I shoved the last spoon into the dishwasher and haughtily announced I was taking the dog for a walk. I grabbed her leash and headed out the door, nearly slamming it behind me. Yanking the leash to turn down our familiar path, I wearily hoped the sunshine, fresh air, and quiet would warm the chill in my heart. As I rounded the corner, my tumultuous thoughts turned to tears. The tears morphed into prayers. Instead of my usual thank you for this and that and requests for him or her, the familiar phrases of the Lord’s Prayer met the rhythm of my steps.
“Our Father which art in heaven, Hallowed be thy name. Thy kingdom come, Thy will be done in earth, as it is in heaven. Give us this day our daily bread. And forgive us our debts, as we forgive our debtors. And lead us not into temptation, but deliver us from evil: For thine is the kingdom, and the power, and the glory, forever. Amen” (Matthew 6:9:13, KJV).
As I walked, I cycled through the phrases again and again, until the cries of my heart began to pour out:
Lord, You are great and mighty, worthy and holy but love me as Your own. You call me Beloved.
“Which art in heaven…”
Lord, You are the God of everything—the biggest mountain and the smallest hurt. You know Your plan for me. You know my heart. You know my desires. You see all of time and space. And yet You see me.
“Hallowed be thy name…”
Lord, You are endlessly glorious. I love You because You are You. You are a holy and just and merciful God.
“Thy kingdom come, Thy will be done in earth, as it is in heaven…”
Lord, You know the cries of my heart before they are even formed on my lips. You know my thoughts before I even think them. I pray that my thoughts will be Your thoughts, and my life would be lived for You. I pray my steps will be along Your path and my actions would reflect Your love.
“Give us this day our daily bread…”
Lord, you are the Great Provider. You know my needs before I do. I continue to ask for wisdom and for insight for the future, but You provide what I need for today. If You provide for the birds of the air and the lilies of the field, how much more do You provide for me?
“Forgive us our debts, as we forgive our debtors.…”
My steps quickened to a run. Lord, jealousy has stolen my contentment and begun to consume my heart. It has robbed me of the joy and comfort that You give. I am sorry, Lord. Forgive my jealousy of families and marriages and jobs and careers and houses and time and talents and friendships. Lord, please replace my jealousy with joy and peace that can only be provided by You and through You.
“And lead us not into temptation, but deliver us from evil…”
Lord, You have promised Your perfect peace and Your light yoke if I come to You.

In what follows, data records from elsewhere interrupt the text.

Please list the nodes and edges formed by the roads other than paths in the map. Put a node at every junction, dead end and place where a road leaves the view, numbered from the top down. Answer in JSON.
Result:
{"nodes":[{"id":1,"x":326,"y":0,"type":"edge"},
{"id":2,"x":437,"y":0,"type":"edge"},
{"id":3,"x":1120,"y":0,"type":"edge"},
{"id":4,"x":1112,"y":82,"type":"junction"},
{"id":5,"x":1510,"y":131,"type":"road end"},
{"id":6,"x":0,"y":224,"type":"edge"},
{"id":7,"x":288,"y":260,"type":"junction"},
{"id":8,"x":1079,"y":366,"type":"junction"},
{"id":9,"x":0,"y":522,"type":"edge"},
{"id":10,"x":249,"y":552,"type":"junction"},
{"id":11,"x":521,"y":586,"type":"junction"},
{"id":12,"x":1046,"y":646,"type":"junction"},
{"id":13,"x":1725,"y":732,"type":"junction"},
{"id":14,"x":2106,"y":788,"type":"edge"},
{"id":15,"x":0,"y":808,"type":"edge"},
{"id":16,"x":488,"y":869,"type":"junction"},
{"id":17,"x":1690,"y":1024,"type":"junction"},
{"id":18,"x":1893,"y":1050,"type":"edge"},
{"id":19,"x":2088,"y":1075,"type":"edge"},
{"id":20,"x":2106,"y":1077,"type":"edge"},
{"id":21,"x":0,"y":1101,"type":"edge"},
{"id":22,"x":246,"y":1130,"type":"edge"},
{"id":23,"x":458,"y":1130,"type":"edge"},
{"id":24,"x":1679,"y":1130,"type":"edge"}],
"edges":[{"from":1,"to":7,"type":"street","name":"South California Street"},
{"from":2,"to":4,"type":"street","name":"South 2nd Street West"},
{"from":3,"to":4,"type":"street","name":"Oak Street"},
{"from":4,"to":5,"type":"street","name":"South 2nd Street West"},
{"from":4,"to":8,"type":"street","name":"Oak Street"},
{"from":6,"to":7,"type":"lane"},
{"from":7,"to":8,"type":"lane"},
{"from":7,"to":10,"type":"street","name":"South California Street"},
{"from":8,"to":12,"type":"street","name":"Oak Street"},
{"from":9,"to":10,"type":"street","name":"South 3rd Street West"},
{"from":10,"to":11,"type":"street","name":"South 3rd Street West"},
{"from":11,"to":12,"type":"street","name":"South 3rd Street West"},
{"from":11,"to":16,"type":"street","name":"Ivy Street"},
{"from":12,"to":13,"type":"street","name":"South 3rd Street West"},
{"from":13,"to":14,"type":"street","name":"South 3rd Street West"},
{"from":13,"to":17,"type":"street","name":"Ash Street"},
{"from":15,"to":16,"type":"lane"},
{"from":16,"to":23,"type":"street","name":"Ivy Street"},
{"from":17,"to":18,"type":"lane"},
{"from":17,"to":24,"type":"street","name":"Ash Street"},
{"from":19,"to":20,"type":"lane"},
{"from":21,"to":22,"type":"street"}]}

I fall before You, Lord. Protect my heart and the hearts of those in my family.
“For thine is the kingdom, and the power, and the glory, forever…”

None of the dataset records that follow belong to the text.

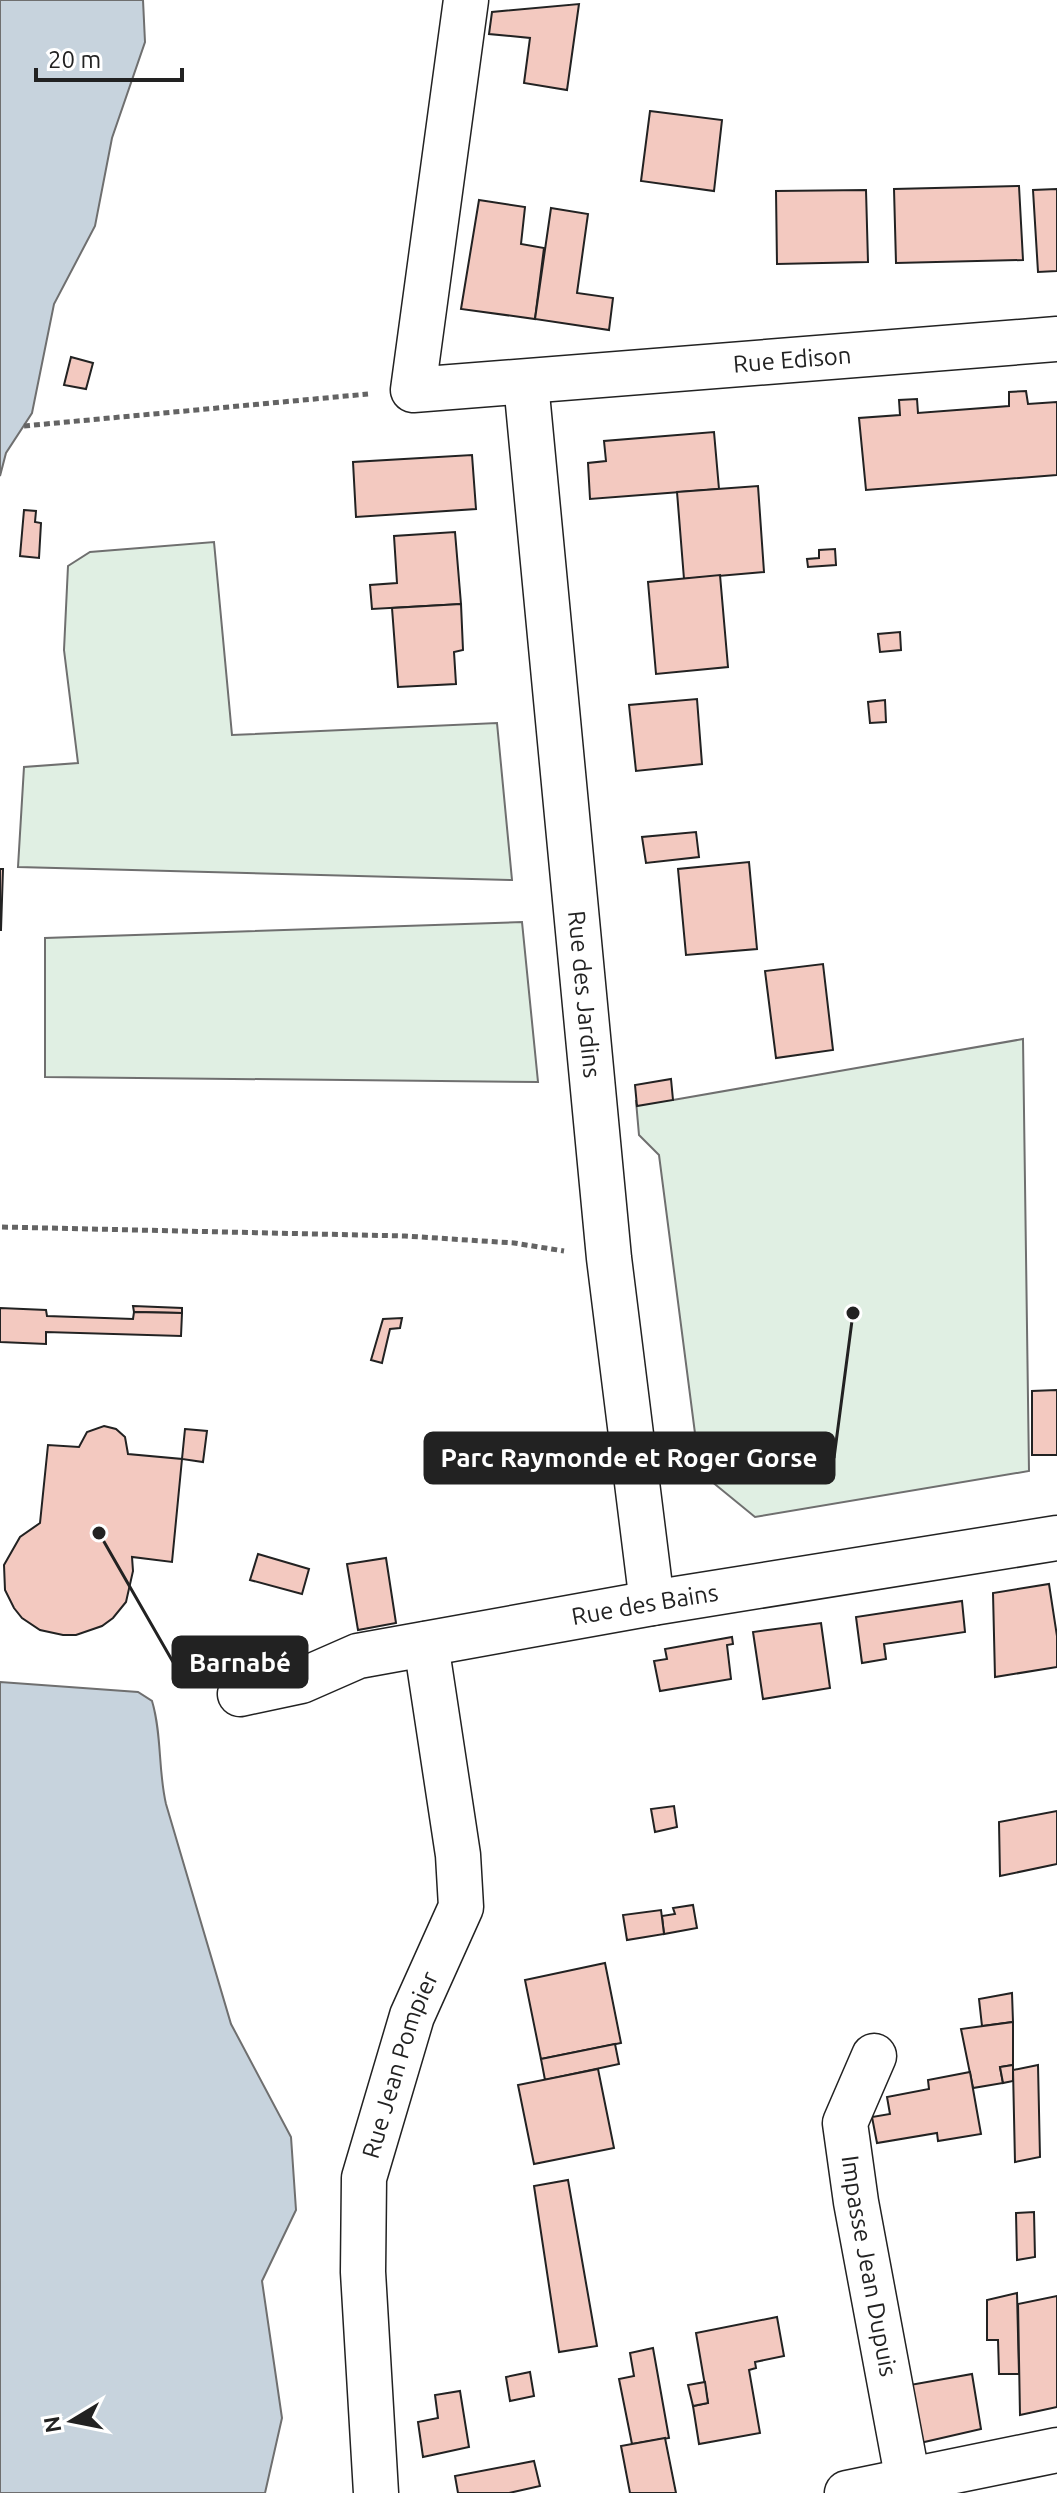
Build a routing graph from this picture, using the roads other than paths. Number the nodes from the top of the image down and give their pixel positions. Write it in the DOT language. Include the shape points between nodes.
graph roads {
  1 [pos="466,0"];
  2 [pos="1057,339"];
  3 [pos="526,383"];
  4 [pos="1057,1538"];
  5 [pos="652,1603"];
  6 [pos="426,1644"];
  7 [pos="240,1694"];
  8 [pos="874,2056"];
  9 [pos="1057,2450"];
  10 [pos="908,2481"];
  11 [pos="376,2493"];
  12 [pos="847,2493"];
  1 -- 3 [label="street, Rue Edison" via="413,390"];
  2 -- 3 [label="street, Rue Edison"];
  3 -- 5 [label="street, Rue des Jardins" via="609,1258"];
  4 -- 5 [label="street, Rue des Bains"];
  5 -- 6 [label="street, Rue des Bains"];
  6 -- 7 [label="street, Rue des Bains" via="358,1656 301,1681"];
  6 -- 11 [label="street, Rue Jean Pompier" via="461,1907 412,2016 364,2178 363,2272"];
  8 -- 10 [label="street, Impasse Jean Dupuis" via="845,2123"];
  9 -- 10 [label="street"];
  10 -- 12 [label="street"];
}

Lord, You are most high and all-powerful. Your Holy Spirit lives in me and works in me.
As I prayed, I heard the whisper of God’s Word: “Do not be anxious for anything. Come to Me with prayer and petition. Come to Me with thanksgiving. Present your requests to Me. My peace will guard your heart. Focus on what is true, what is noble, what is right, what is pure, what is lovely, what is admirable” (Philippians 4:6-8, paraphrased).
My feet slowed. My face lifted to the heavens. The sun and cool breeze, a gentle caress from the hand of my Father, dried my tears. Where my soul had been unsettled, His peace now reigned. Where my eyes had looked with jealousy, gratitude overflowed. Where my heart was filled with longing, His sustaining love swelled. I opened the front door. The light from the evening sun glowed a warm spotlight on my growing-too-fast-boy snuggled up into the crook of his father’s arm. All-consuming truth echoed through my spirit.
I am Beloved. They are Beloved. You are Beloved.